PROBLEM DETAILS: Going through the data below, please show each line containing the string "shape".

━━━ TASK DATA

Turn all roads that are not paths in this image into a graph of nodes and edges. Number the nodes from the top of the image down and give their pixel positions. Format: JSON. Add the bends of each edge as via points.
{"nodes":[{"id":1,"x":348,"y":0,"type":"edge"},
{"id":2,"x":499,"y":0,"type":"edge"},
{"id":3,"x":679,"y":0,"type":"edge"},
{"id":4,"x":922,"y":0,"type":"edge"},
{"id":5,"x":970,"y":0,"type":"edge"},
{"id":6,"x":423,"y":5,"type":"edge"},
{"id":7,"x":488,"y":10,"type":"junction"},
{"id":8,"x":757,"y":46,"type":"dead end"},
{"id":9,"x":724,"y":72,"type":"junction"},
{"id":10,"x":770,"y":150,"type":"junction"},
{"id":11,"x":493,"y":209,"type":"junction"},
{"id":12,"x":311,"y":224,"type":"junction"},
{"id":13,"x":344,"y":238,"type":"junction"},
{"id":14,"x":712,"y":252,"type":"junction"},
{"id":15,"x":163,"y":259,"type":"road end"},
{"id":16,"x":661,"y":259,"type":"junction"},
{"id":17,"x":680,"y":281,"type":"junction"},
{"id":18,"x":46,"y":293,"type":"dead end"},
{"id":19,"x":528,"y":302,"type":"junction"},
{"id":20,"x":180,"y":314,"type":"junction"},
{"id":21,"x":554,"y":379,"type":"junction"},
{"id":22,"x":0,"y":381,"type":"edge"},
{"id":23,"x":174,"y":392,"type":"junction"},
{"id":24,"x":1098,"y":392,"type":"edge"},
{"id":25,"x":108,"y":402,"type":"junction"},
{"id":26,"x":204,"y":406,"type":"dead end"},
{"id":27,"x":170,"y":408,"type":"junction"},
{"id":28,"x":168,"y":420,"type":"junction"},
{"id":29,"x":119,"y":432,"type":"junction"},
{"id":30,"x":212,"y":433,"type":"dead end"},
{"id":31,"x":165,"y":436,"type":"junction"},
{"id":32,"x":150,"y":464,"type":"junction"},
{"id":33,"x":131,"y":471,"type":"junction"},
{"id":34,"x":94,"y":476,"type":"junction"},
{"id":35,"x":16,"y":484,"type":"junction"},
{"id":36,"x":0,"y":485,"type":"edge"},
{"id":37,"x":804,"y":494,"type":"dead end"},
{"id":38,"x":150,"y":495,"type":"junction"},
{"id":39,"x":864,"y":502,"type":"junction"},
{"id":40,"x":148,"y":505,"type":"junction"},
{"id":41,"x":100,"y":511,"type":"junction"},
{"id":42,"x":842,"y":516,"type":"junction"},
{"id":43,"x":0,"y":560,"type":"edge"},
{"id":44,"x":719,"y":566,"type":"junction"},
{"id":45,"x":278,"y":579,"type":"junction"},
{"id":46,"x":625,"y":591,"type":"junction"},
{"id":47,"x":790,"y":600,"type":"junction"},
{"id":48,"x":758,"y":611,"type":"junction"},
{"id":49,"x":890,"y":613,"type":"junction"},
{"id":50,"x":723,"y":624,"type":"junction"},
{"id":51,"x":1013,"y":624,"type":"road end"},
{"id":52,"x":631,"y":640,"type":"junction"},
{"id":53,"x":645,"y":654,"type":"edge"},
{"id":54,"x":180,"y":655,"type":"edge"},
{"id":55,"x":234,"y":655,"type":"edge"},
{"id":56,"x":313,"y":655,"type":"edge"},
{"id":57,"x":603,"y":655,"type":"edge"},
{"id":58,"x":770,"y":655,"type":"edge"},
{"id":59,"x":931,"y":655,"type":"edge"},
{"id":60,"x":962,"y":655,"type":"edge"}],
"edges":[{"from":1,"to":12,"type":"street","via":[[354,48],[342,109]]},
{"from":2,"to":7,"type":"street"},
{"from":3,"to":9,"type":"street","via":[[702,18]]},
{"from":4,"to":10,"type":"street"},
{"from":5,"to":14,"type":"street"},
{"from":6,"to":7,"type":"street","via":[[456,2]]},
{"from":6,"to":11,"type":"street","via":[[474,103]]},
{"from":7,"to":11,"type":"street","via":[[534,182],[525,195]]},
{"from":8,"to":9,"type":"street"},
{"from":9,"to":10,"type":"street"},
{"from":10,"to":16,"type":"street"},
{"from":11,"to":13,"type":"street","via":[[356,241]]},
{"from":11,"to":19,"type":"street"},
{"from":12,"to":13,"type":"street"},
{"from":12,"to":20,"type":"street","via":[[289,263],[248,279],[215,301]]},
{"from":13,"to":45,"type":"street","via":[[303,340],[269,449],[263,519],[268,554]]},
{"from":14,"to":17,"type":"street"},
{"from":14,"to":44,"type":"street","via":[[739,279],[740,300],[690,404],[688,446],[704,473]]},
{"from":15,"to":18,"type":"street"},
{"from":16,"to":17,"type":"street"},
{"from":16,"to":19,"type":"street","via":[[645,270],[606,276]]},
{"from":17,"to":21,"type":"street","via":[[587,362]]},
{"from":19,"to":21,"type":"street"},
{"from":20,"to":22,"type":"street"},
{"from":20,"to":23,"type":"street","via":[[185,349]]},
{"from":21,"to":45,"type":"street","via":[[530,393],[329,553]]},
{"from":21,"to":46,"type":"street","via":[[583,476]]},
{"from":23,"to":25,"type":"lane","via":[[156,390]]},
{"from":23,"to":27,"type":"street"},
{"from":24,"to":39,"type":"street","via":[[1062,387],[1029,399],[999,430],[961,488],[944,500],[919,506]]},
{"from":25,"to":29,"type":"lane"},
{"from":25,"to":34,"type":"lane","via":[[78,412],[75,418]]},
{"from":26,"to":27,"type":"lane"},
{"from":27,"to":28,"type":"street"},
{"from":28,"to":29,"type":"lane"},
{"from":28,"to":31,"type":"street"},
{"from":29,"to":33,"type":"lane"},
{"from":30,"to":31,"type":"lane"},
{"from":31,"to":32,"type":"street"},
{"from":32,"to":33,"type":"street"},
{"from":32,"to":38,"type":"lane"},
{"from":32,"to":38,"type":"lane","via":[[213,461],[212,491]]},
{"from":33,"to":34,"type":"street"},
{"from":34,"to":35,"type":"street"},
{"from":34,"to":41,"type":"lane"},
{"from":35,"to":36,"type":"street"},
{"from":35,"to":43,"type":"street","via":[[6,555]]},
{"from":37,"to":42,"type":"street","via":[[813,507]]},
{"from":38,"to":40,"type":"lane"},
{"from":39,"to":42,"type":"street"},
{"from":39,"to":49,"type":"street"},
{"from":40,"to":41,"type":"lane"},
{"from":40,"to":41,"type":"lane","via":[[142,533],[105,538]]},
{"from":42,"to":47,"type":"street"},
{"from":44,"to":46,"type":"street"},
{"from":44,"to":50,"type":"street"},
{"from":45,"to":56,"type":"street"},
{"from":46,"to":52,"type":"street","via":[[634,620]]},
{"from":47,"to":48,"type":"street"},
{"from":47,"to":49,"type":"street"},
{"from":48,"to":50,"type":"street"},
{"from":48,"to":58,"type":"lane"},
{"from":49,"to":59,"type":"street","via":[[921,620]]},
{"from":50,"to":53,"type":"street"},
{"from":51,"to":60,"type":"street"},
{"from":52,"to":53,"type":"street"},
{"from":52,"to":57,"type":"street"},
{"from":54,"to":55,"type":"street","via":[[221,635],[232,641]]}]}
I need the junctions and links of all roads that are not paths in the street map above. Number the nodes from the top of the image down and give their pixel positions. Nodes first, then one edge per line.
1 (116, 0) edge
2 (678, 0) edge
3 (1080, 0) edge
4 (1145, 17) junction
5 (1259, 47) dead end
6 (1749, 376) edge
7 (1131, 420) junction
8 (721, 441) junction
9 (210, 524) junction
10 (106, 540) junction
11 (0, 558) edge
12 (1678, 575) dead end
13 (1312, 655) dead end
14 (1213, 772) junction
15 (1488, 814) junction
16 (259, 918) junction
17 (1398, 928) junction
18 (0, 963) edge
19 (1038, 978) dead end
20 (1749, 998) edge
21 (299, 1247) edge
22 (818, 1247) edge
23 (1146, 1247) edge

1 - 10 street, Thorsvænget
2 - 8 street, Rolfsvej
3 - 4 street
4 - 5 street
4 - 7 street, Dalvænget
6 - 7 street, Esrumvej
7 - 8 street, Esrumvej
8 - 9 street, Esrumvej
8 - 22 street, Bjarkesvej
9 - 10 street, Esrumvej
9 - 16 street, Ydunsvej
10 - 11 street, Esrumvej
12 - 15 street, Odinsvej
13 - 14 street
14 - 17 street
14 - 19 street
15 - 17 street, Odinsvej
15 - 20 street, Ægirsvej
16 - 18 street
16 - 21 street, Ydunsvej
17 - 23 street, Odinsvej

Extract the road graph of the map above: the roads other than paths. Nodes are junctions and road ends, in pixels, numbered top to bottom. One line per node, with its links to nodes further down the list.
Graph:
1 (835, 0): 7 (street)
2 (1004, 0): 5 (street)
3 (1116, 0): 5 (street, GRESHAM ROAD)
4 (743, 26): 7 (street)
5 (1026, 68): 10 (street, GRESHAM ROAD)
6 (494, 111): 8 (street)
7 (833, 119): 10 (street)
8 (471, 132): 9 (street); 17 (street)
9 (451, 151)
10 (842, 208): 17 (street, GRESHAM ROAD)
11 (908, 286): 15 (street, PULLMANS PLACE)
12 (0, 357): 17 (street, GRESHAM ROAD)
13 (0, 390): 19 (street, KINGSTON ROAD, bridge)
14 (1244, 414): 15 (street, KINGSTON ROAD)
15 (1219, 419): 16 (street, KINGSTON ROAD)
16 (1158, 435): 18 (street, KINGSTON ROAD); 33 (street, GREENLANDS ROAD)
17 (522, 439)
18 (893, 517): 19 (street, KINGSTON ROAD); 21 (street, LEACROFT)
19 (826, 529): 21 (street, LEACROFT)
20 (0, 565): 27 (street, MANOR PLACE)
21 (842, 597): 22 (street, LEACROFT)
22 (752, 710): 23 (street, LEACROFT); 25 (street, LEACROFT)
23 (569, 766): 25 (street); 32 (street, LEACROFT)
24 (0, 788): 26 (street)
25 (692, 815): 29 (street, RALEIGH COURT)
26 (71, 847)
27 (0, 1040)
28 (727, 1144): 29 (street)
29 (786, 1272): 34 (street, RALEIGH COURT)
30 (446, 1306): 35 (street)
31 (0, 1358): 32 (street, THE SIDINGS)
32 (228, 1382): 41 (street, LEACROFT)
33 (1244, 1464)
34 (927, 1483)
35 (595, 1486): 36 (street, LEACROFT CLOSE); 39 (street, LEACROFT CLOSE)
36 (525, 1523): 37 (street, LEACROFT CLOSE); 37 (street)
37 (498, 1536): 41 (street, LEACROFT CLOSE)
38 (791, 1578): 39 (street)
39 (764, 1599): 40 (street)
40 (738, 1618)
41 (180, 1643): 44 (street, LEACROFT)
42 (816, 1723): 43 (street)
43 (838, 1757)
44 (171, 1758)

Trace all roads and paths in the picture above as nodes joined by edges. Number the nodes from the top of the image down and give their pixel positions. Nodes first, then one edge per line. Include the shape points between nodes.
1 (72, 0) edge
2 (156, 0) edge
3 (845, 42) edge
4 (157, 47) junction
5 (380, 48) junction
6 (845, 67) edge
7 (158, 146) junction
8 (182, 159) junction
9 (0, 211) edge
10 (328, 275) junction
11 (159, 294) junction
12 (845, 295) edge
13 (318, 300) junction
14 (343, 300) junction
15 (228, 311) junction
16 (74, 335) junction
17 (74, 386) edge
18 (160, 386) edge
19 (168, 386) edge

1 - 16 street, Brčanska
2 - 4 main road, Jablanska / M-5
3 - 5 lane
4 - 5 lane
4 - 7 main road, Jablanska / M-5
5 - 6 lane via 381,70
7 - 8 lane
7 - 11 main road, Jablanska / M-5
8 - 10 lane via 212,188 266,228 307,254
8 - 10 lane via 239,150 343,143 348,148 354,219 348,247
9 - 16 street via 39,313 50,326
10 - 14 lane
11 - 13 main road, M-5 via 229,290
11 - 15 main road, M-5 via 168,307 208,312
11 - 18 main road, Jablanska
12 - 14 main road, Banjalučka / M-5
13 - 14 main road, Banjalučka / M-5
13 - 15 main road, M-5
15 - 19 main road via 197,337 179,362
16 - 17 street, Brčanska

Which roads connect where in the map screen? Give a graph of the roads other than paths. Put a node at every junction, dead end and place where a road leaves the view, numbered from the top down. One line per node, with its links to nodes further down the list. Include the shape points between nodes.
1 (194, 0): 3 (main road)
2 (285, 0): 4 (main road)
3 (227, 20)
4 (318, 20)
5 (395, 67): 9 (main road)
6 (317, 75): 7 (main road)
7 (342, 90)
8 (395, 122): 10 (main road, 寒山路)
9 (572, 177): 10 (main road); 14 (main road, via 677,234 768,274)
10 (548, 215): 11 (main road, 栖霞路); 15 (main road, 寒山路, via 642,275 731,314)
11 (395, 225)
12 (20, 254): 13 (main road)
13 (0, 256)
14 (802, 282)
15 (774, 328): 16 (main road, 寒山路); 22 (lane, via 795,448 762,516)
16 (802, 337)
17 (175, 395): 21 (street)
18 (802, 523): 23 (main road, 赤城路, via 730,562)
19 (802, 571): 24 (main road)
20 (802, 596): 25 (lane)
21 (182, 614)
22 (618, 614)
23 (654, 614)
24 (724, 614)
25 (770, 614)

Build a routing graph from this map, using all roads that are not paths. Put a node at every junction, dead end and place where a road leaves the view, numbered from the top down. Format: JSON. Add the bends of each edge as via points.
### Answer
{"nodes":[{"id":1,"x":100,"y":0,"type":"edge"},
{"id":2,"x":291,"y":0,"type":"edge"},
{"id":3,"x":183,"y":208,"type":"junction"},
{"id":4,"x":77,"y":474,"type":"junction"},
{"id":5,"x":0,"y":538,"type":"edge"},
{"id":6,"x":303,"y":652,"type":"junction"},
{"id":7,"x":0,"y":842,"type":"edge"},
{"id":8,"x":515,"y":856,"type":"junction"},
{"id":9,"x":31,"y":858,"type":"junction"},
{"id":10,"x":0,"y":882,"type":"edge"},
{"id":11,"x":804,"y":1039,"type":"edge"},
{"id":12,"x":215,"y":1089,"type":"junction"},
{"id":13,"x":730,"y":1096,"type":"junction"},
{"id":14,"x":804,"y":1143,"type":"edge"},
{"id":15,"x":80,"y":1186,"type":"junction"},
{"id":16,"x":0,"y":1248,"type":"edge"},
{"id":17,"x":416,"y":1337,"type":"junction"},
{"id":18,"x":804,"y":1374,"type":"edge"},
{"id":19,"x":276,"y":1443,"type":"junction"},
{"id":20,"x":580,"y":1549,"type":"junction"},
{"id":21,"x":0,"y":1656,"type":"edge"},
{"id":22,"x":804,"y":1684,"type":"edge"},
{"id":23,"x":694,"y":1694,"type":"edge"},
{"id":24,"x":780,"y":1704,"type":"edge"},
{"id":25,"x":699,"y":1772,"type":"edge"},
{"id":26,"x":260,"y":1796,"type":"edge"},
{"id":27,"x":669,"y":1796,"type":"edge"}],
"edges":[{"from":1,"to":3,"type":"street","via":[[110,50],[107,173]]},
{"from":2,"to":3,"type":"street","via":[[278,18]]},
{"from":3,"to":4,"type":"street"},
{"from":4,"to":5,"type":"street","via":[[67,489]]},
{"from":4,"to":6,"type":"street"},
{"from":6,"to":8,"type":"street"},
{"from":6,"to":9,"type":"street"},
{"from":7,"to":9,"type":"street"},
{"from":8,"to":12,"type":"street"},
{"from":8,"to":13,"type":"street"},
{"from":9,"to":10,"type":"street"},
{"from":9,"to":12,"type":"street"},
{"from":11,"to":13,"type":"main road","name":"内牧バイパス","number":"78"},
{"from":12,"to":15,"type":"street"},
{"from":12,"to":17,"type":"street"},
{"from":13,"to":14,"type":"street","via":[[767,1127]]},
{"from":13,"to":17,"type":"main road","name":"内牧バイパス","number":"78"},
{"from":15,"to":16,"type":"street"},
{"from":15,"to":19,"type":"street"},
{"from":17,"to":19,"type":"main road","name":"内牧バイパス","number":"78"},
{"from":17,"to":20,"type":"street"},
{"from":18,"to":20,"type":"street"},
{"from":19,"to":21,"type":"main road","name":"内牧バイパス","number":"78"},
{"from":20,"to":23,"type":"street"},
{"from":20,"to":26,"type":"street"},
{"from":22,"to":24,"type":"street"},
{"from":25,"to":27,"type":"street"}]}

━━━━━━

ANSWER SECTION:
Trace all roads and paths in the picture above as nodes joined by edges. Number the nodes from the top of the image down and give their pixel positions. Nodes first, then one edge per line. Include the shape points between nodes.
Which roads connect where in the map screen? Give a graph of the roads other than paths. Put a node at every junction, dead end and place where a road leaves the view, numbered from the top down. One line per node, with its links to nodes further down the list. Include the shape points between nodes.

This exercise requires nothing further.